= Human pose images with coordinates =
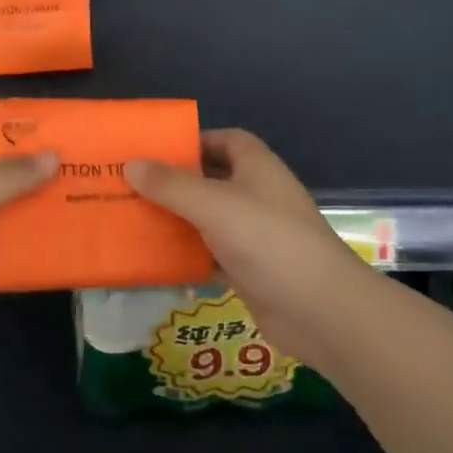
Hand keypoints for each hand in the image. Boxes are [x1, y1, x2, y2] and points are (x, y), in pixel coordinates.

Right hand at [125, 129, 361, 368]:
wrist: (320, 311)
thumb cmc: (269, 241)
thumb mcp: (214, 205)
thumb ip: (171, 185)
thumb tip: (131, 164)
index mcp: (257, 168)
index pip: (226, 140)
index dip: (195, 141)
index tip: (156, 151)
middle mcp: (257, 196)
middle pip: (212, 180)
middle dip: (176, 183)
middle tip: (131, 186)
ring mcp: (255, 235)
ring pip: (208, 220)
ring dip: (178, 220)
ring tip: (134, 219)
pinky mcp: (250, 270)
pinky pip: (211, 255)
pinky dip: (188, 256)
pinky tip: (156, 260)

= TASK REQUIREMENTS =
Scan the records for the string "thumb". Copy each line in which it appears.

= SOLVED PROBLEM =
thumb cmc: (269, 241)
thumb mcp: (214, 205)
thumb ip: (171, 185)
thumb tip: (131, 164)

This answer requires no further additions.